How did this happen? Decades of conservative reliability planning. ISO-NE's local planning criteria are stricter than peer RTOs', and over the years that has produced a steady drumbeat of approved transmission projects, each justified individually on reliability grounds, that collectively built a network with substantially more headroom than the system actually needs. None of it was waste in the sense that anyone built useless wires. Each project, on its own, made sense. The aggregate is just very expensive.

And here's the kicker: it's about to get worse. The next wave of offshore wind needs substantial new transmission to connect to the grid — undersea export cables, onshore substations, network upgrades to handle the new injection points. That transmission is going to be built, it's going to be expensive, and the costs are going to land on consumer bills several years before the offshore wind itself starts displacing enough gas to bring down energy costs. So this line item is rising before it's falling, even in the optimistic scenario.

Cause 5: The carbon price is doing its job

The four causes above are mostly structural — geography, hydrology, market design, and historical planning choices. The fifth is different. It's a deliberate policy lever, and unlike the other four, it's working exactly as designed.

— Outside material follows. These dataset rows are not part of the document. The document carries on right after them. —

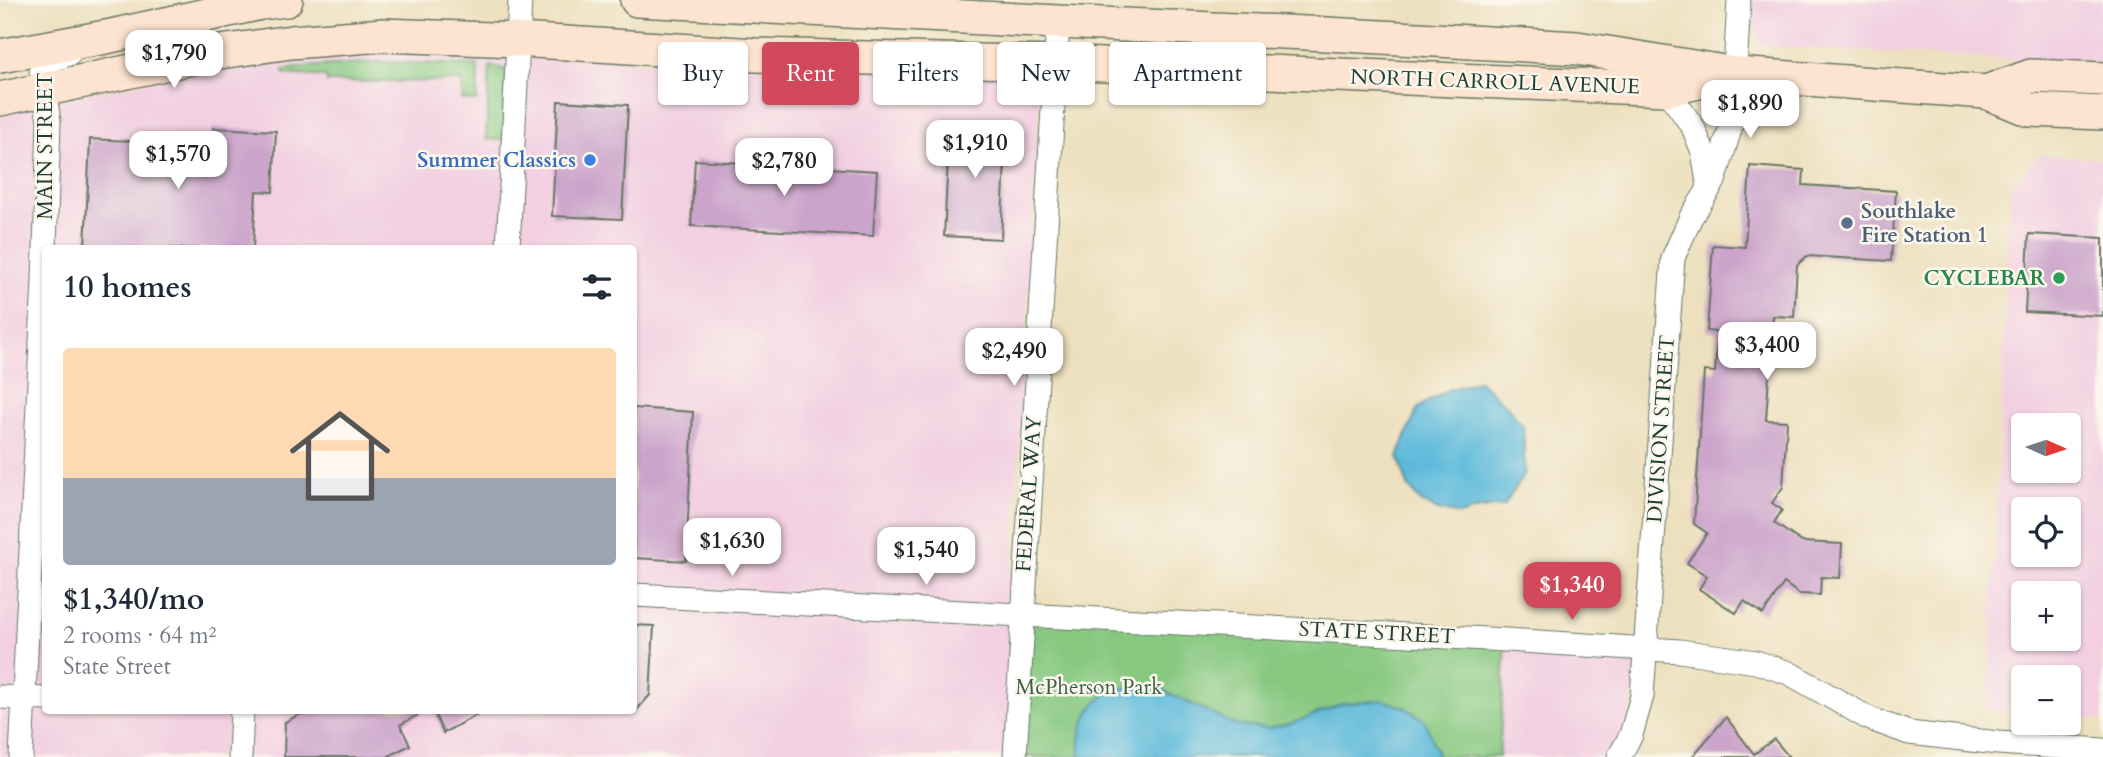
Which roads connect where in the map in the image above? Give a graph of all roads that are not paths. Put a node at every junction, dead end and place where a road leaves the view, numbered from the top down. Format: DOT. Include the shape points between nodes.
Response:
graph roads {
  1 [pos="286,0"];
  2 [pos="520,0"];
  3 [pos="638,0"];
  4 [pos="1740,0"];
  5 [pos="715,2"];
  6 [pos="1058,22"];
  7 [pos="106,37"];
  8 [pos="518,40"];
  9 [pos="1057,42"];
  10 [pos="0,56"];
  11 [pos="997,61"];
  12 [pos="1095,65"];
  13 [pos="1736,74"];
  14 [pos="2103,79"];
  15 [pos="43,89"];
  16 [pos="1666,89"];
  17 [pos="1986,92"];
  18 [pos="0,99"];
  19 [pos="1053,105"];
  20 [pos="2103,113"];
  21 [pos="1709,188"];
  22 [pos="45,245"];
  23 [pos="508,245"];
  24 [pos="42,373"];
  25 [pos="637,595"];
  26 [pos="1022,614"];
  27 [pos="1645,649"];
  28 [pos="0,697"];
  29 [pos="35,698"];
  30 [pos="242,714"];
  31 [pos="2103,750"];
  32 [pos="21,757"];
  33 [pos="240,757"];
  34 [pos="1014,757"];
  35 [pos="1619,757"];
  1 -- 7 [label="main road"];
  2 -- 8 [label="street"];
  3 -- 5 [label="main road, NORTH CARROLL AVENUE"];
  4 -- 13 [label="street, DIVISION STREET"];
  5 -- 6 [label="main road, NORTH CARROLL AVENUE"];
  6 -- 9 [label="street, FEDERAL WAY"];
  6 -- 13 [label="main road, NORTH CARROLL AVENUE" via="1577,48"];
  7 -- 10 [label="main road"];
  7 -- 15 [label="street, MAIN STREET" via="43,63"];
  8 -- 11 [label="main road, NORTH CARROLL AVENUE" via="756,55"];
  8 -- 15 [label="main road, NORTH CARROLL AVENUE" via="383,35 291,42"];
  8 -- 23 [label="street"];
  12 -- 16 [label="main road, NORTH CARROLL AVENUE"];
  13 -- 16 [label="main road, NORTH CARROLL AVENUE"];
  13 -- 17 [label="main road, NORTH CARROLL AVENUE"];
  13 -- 21 [label="street, DIVISION STREET" via="1732,123"];
  14 -- 17 [label="main road, NORTH CARROLL AVENUE" via="2031,76"];
  15 -- 18 [label="main road, NORTH CARROLL AVENUE"];
  15 -- 22 [label="street, MAIN STREET" via="49,121"];
  16 -- 21 [label="street" via="1693,127"];
  17 -- 20 [label="main road, NORTH CARROLL AVENUE" via="2030,110"];
  19 -- 26 [label="street, FEDERAL WAY"];
  21 -- 27 [label="street, DIVISION STREET" via="1673,258"];
  24 -- 29 [label="street, MAIN STREET"];
  25 -- 26 [label="street, STATE STREET"];
  26 -- 27 [label="street, STATE STREET"];
  26 -- 34 [label="street, FEDERAL WAY"];
  27 -- 31 [label="street, STATE STREET" via="1756,662 1789,673 1868,718 1909,733"];
  27 -- 35 [label="street, DIVISION STREET" via="1642,695 1631,735"];
  28 -- 29 [label="street"];
  29 -- 32 [label="street, MAIN STREET"];
  30 -- 33 [label="street"];
}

RGGI — the Regional Greenhouse Gas Initiative — is a cap-and-trade system covering power plants in the New England states plus a handful of others in the mid-Atlantic. Generators have to buy allowances for each ton of CO₂ they emit; the supply of allowances shrinks every year; and the proceeds get recycled back into clean energy programmes and bill assistance. It's the most successful regional carbon market in the United States and a textbook example of carbon pricing in practice.

In 2024, RGGI allowance prices hit a record $21 per ton of CO₂, up 55% from 2023. That added approximately $8/MWh to the average wholesale electricity price — and is the single largest factor in the year-on-year cost increase. Remember the puzzle from Section 2, where wholesale prices went up 13% in a year when gas was flat? RGGI is most of the answer.

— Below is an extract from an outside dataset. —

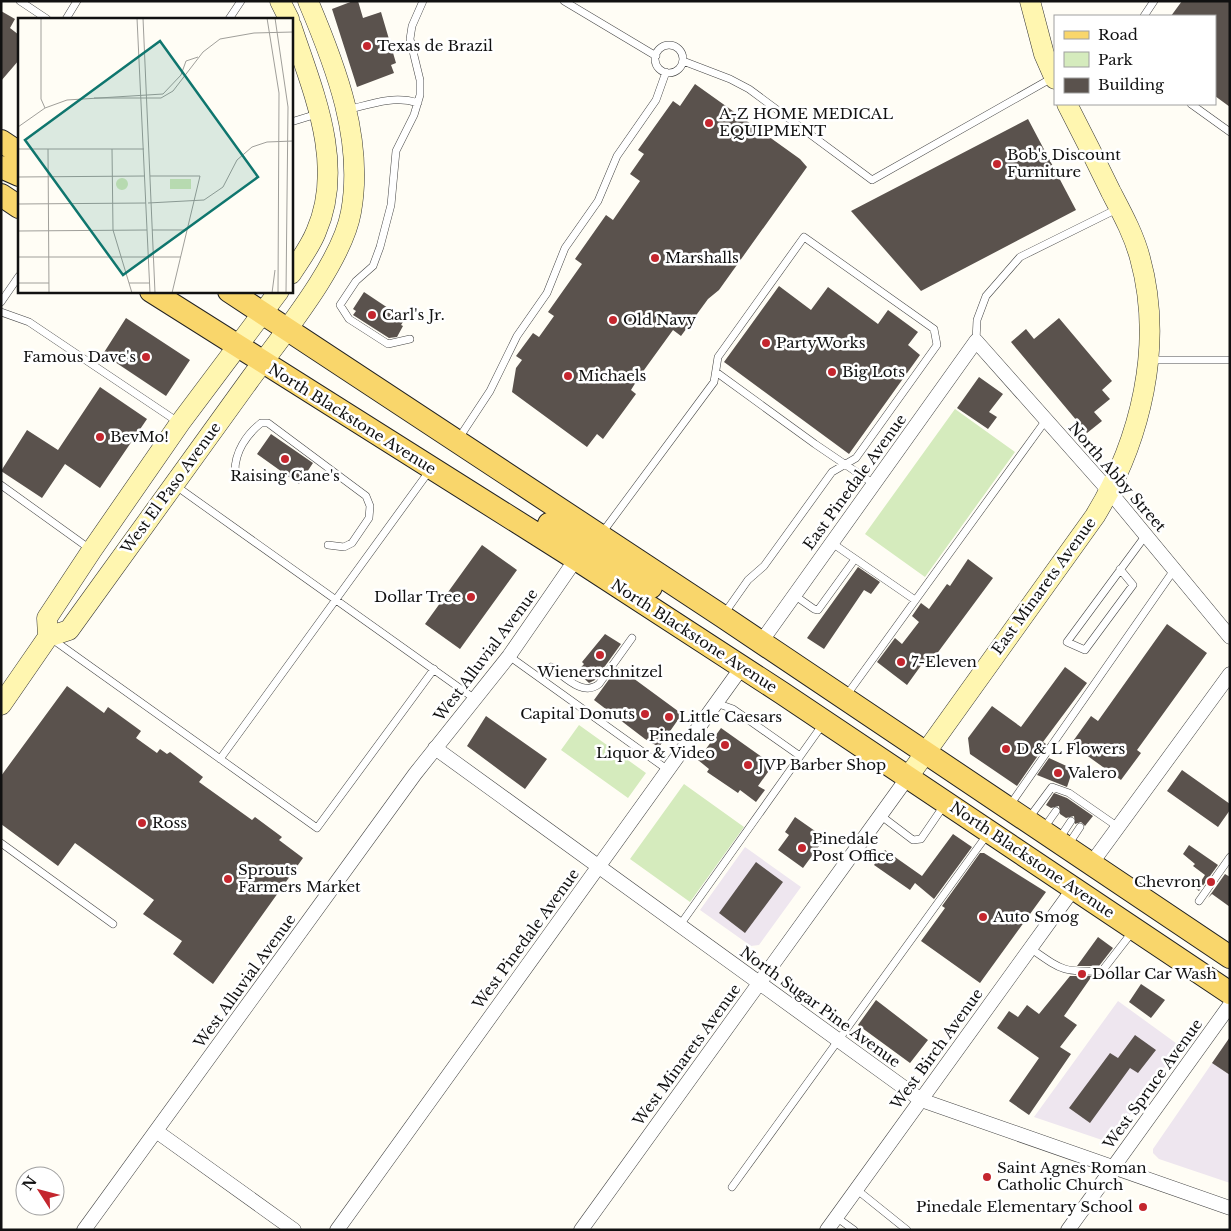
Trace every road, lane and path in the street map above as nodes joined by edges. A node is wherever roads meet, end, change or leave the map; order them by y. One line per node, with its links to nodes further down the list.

It's important to be honest about this. RGGI is raising your bill. It's supposed to. Carbon pricing works by making the dirty option more expensive, so that the clean option becomes more competitive — and so that the cost of climate damage gets reflected in the price of the thing causing it. The intended consequence of a carbon price is that fossil-generated electricity gets more expensive. That's the mechanism. Hiding it would be dishonest.

What you can fairly debate is whether this is the right time, the right level, the right design — and whether the recycled proceeds are actually buying enough decarbonisation to justify the bill impact. Those are real questions, and I'll come back to them in Section 5. But "RGGI is making electricity more expensive" isn't a gotcha. It's the policy.

Where does that leave us?

Five causes, of which roughly one-and-a-half are about climate policy. Pipeline geography (Cause 1) is an act of God plus a state-level planning choice. Quebec hydro collapse (Cause 2) is mostly drought. The broken capacity market (Cause 3) is a market design failure with no climate dimension at all. Overbuilt transmission (Cause 4) is a sunk cost from decades of reliability planning. Only RGGI (Cause 5) is straightforwardly attributable to environmental policy, and even there, the contribution is about $8/MWh out of a $25/MWh premium.

So Dad's theory — that liberals and renewables are why his bill is high — is, charitably, about a quarter right. The bigger story is structural, and it has very little to do with the politics that get talked about. It has a lot to do with politics that don't.

Which brings us, finally, to the thesis.

4. Half-assing two jobs

Here, finally, is the thesis. There are two possible worlds in which New England has cheaper electricity than it does today. Neither of them is the world New England currently lives in.

The Fossil World

In the Fossil World, New England builds out the natural gas system properly. New pipelines from the Marcellus and Utica basins, sized to serve both winter heating and summer power generation simultaneously, with enough headroom that pipe constraints stop showing up in the monthly EIA data. New combined-cycle gas plants clear the capacity auction and replace the aging fleet. Maybe an LNG import terminal with real winter contracted volumes, just for insurance. The grid runs on cheap, abundant, dispatchable gas, and the marginal generator is burning fuel at the national price rather than four times it.

This grid exists. It's called PJM — the regional transmission organisation that runs the wires from New Jersey through Pennsylvania, Ohio, Virginia, West Virginia, and most of the way to Chicago. PJM has all-in wholesale costs of roughly $60-65/MWh versus New England's $87. It's not a fluke. PJM sits on top of the Marcellus shale, which is the most prolific gas basin in North America. It has plenty of pipeline capacity. Its capacity market actually clears at numbers that incentivise new build. It is, in many ways, the boring success story of US electricity markets — boring because the system works, and a success because the bills are roughly two-thirds of New England's.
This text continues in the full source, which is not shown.